Deux offres principales se faisaient face: celle portée par le groupe GPG de Philippe Ginestet, fondateur des magasins Gifi, et celle émanant d'un consortium de cinq enseignes à bas prix. Une concurrence qui avait viré à une rude bataille entre les candidats, à coups de renchérissements de leur offre.

GPG l'avait finalement emporté. A la clé, la reprise de 109 magasins et 1.428 salariés, ainsi que le maintien de l'enseigne Tati. Une satisfaction pour la CFTC, la CFDT et l'Unsa qui avaient soutenu cette offre, "la plus pérenne pour les salariés et la préservation de l'emploi".

Pourtant, malgré le soulagement ressenti à l'époque, l'inquiétude reste perceptible un an après, au moins dans les magasins, selon des salariés et représentants syndicaux. Nombreux départs via des ruptures conventionnelles, manque de dialogue, conditions de travail dégradées, avantages sociaux supprimés... "Il n'y a pas un salarié qui ne soit pas déçu" alors qu'"on a tout fait" pour que Gifi l'emporte, relève une représentante de la CFTC.

C'est "une catastrophe", renchérit une employée d'un point de vente de Seine-Saint-Denis. "Pourtant j'avais voté pour eux". Elle décrit, comme d'autres, des responsables qui "parlent très mal aux employés", "une surcharge de travail" qui s'explique notamment par la baisse des effectifs. "Les employés doivent faire même le ménage", depuis la dénonciation du contrat du prestataire, ajoute-t-elle.

- "poussés à bout" -

La représentante de la CFTC évoque aussi des caméras installées dans les points de vente "pour regarder les méthodes de travail" des employés.

Dans le fief historique de Tati, quartier Barbès à Paris, même écho. "Un paquet de personnes sont parties. Soit les gens sont poussés à bout, soit on leur trouve des fautes" pour les licencier, dit Nicole Coger, représentante CGT. "Rien qu'à Barbès, on est passé de plus de 80 salariés à à peine 60", souligne-t-elle.

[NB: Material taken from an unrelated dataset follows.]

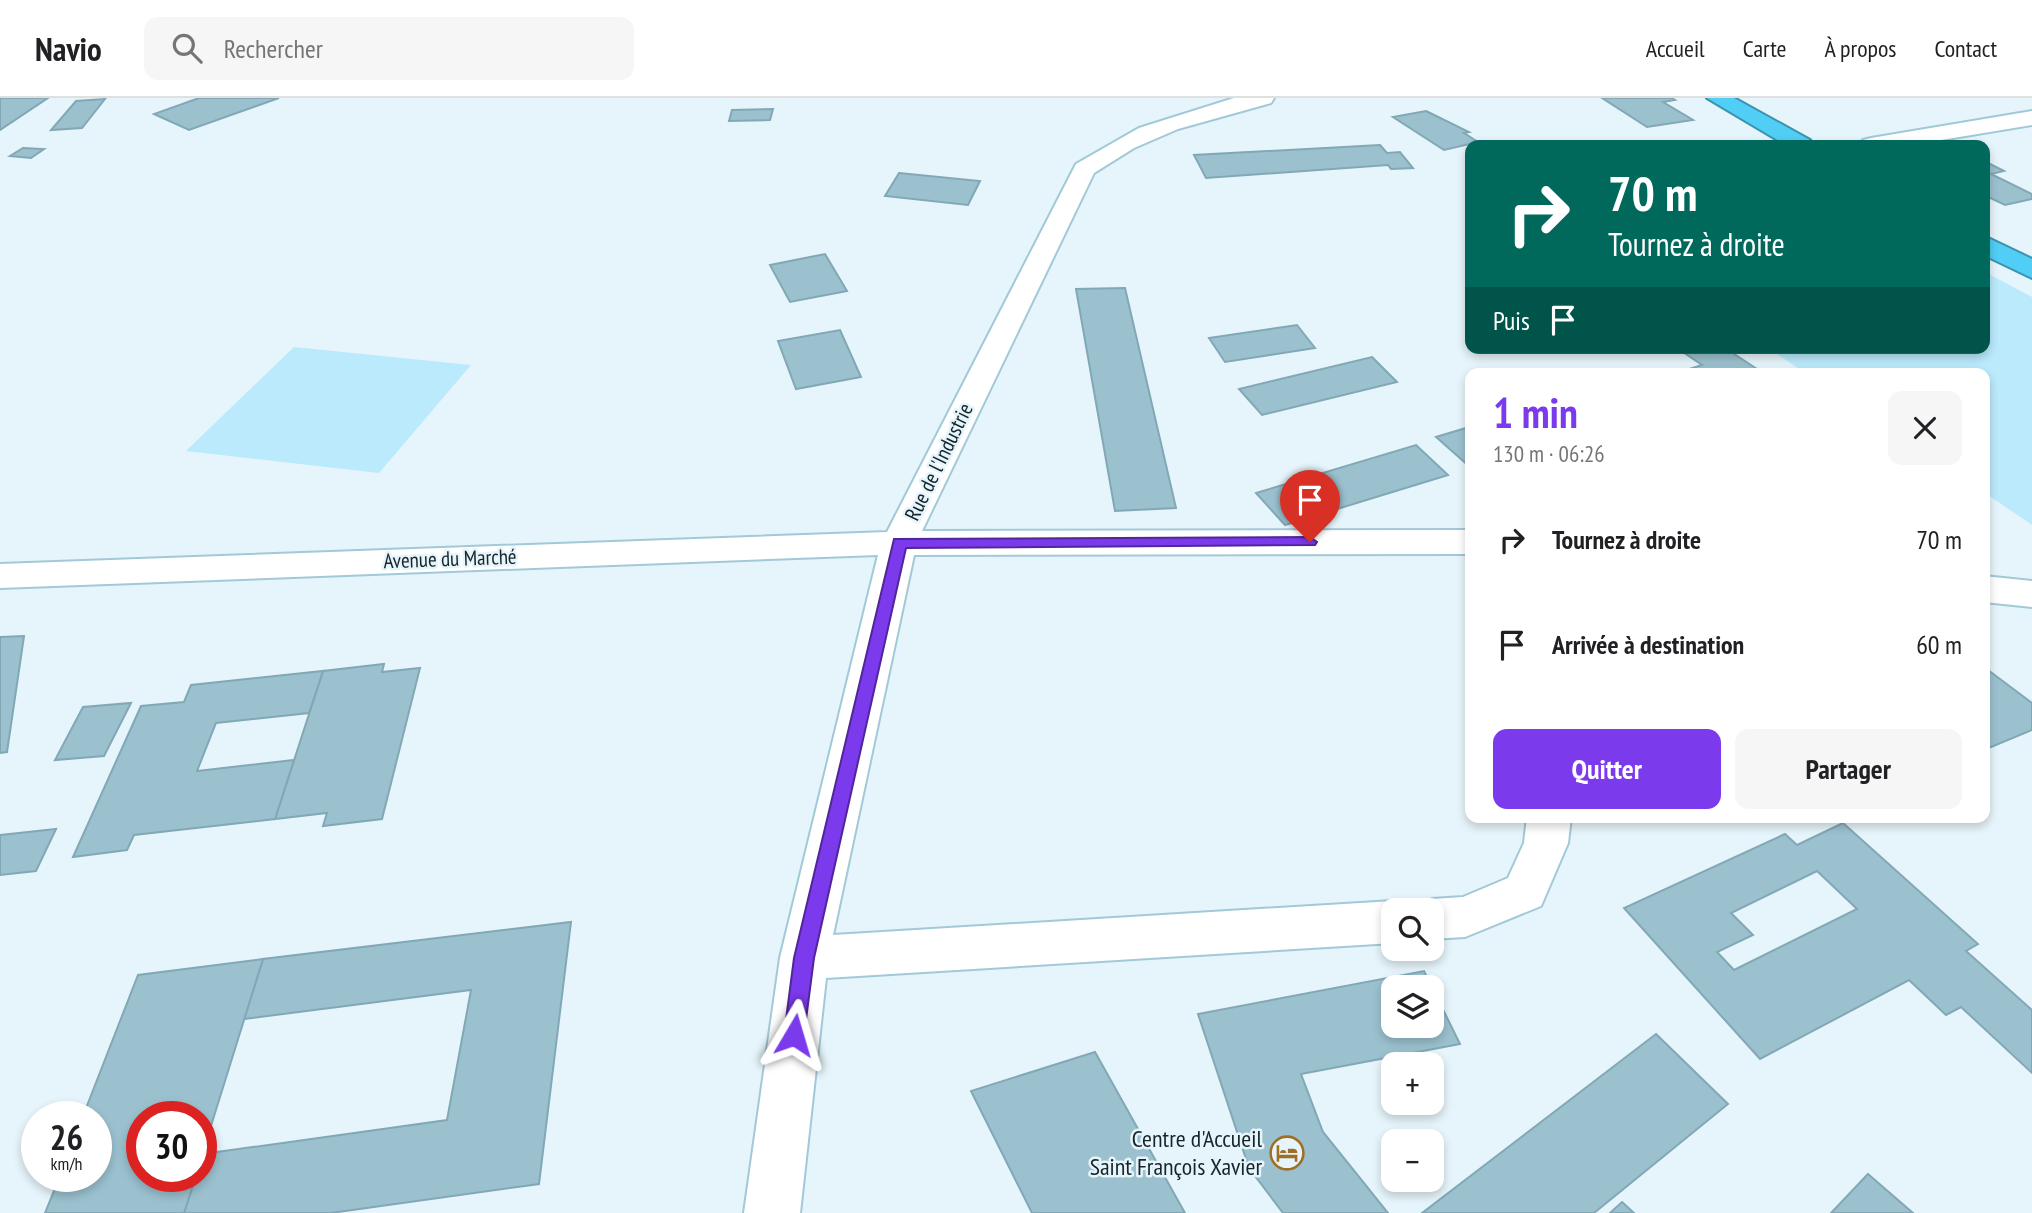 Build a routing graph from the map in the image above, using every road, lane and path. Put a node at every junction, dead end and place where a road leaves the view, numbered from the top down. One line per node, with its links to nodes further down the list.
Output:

Mais, faute d'instances représentatives - les élections professionnelles n'ont pas encore été organisées chez Tati Mag, la nouvelle société qui regroupe les magasins -, "on ne peut pas" faire un bilan global des départs, explique-t-elle.

Le projet validé en 2017 prévoyait la garantie des emplois pendant deux ans. Aujourd'hui, des craintes s'expriment sur "l'après", le chiffre d'affaires n'étant "pas au rendez-vous".

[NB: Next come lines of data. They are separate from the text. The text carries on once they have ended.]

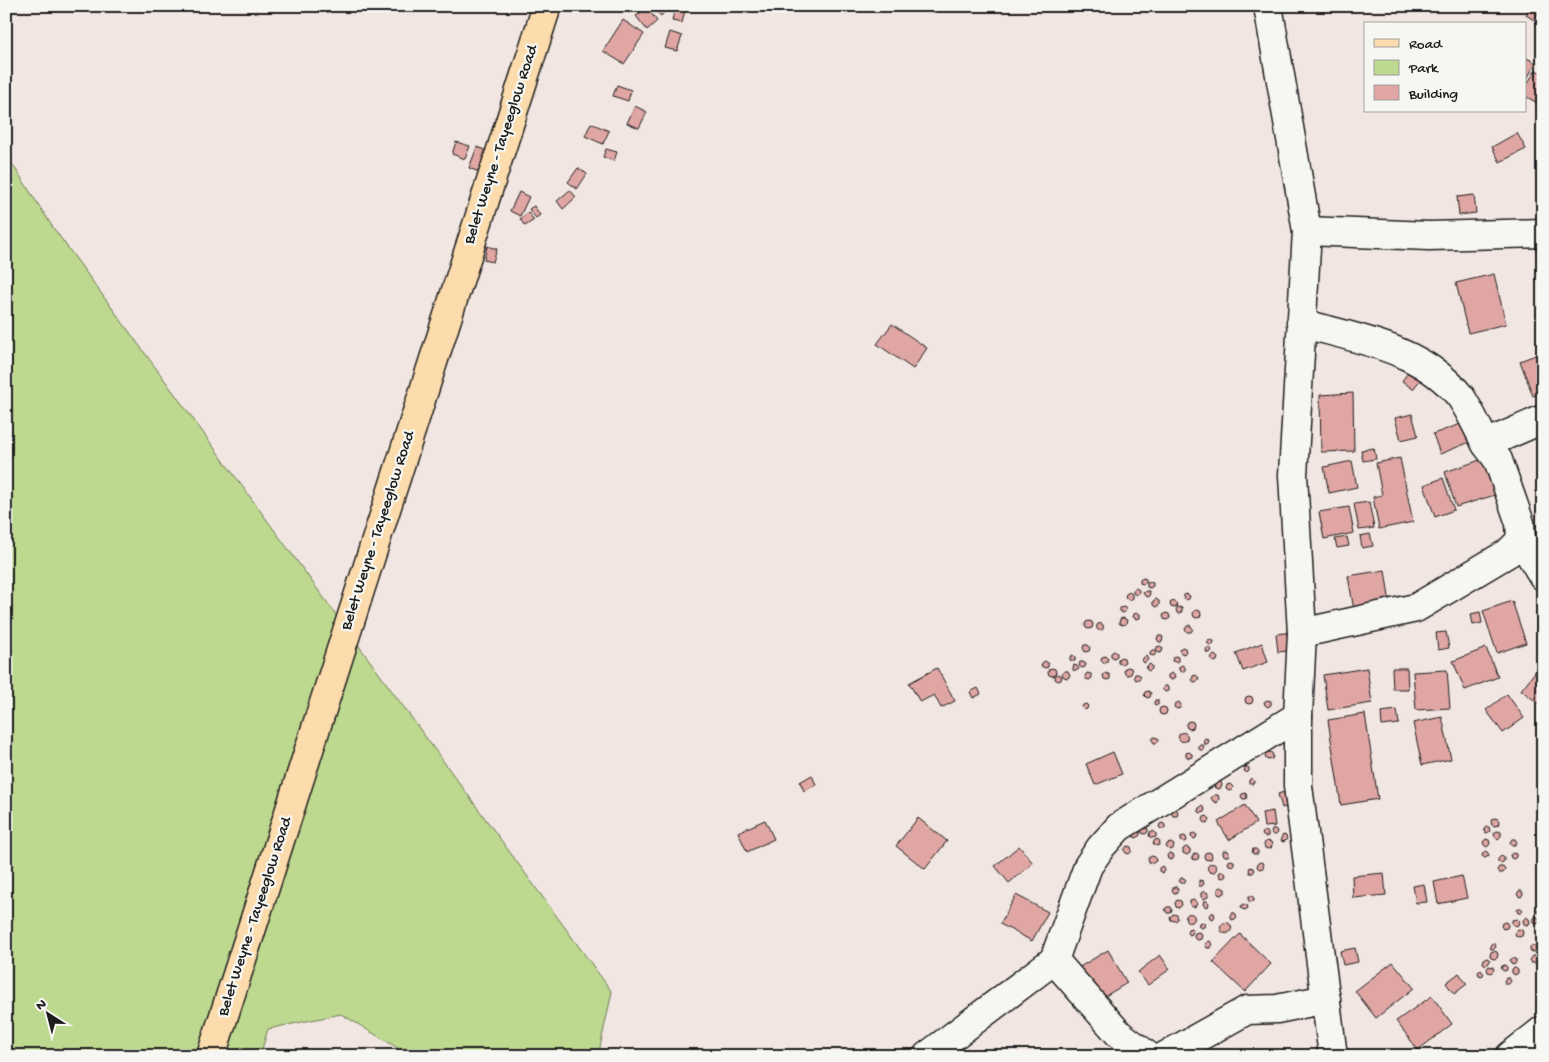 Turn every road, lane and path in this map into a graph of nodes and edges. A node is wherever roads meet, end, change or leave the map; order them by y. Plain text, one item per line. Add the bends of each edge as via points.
1 (547, 6) edge
2 (1268, 6) edge
3 (1307, 231) junction
4 (1543, 233) edge
5 (1302, 323) junction
6 (1543, 419) edge
7 (1486, 444) junction
8 (1521, 540) junction
9 (1543, 576) edge
10 (1302, 633) junction
11 (1298, 716) junction
12 (1054, 960) junction
13 (1326, 998) junction
14 (1543, 1030) edge
15 (211, 1056) edge
16 (927, 1056) edge
17 (1148, 1056) edge
18 (1165, 1056) edge
19 (1333, 1056) edge
20 (1510, 1056) edge

1 - 15 main road, Belet Weyne - Tayeeglow Road
2 - 3 street
3 - 4 street via 1429,236
3 - 5 street
5 - 7 street via 1400,351 1421,362 1436,372 1460,397
5 - 10 street via 1293,475
6 - 7 street
7 - 8 street via 1498,460 1520,523
8 - 9 street
8 - 10 street via 1508,553 1416,608
10 - 11 street
11 - 12 street via 1119,827 1088,866
11 - 13 street via 1298,786
12 - 16 street
12 - 17 street via 1119,1034
13 - 18 street via 1277,1009 1247,1010
13 - 19 street
14 - 20 street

Tahar Benslimani, représentant CFDT côté entrepôts, est lui plutôt optimiste. "On vient de recevoir des machines toute neuves" pour charger et décharger les palettes, dit-il. "Pour moi c'est un gage. On n'investit pas si on n'est pas sûr de rester".

S'il convient qu'il "reste une inquiétude" chez les salariés, Philippe Ginestet se veut confiant et souligne qu'il "n'est pas prévu de départs" cette année, "à part pour les personnes qui n'adhéreraient pas à ce qu'on pourrait leur demander".

Il prévoit "une reprise de 10%" du chiffre d'affaires en 2019, après des résultats "pas bons" depuis un an, avec "jusqu'à 20 à 25%" de perte. "On a trouvé une enseigne dans un état pire que ce que l'on avait pu imaginer", souligne-t-il. Mais aussi des équipes "qui avaient une envie, celle de sauver leur entreprise".

"Moi qui m'attache beaucoup à l'humain, j'ai commencé par visiter l'ensemble des magasins", dit M. Ginestet, qui avait mis en avant une image de patron accessible au printemps dernier. Mais "on ne le voit pas du tout", regrette la représentante CFTC.

Elle voudrait "lui dire" directement le "mal-être" des salariés. "Qu'il entende notre cri d'alarme".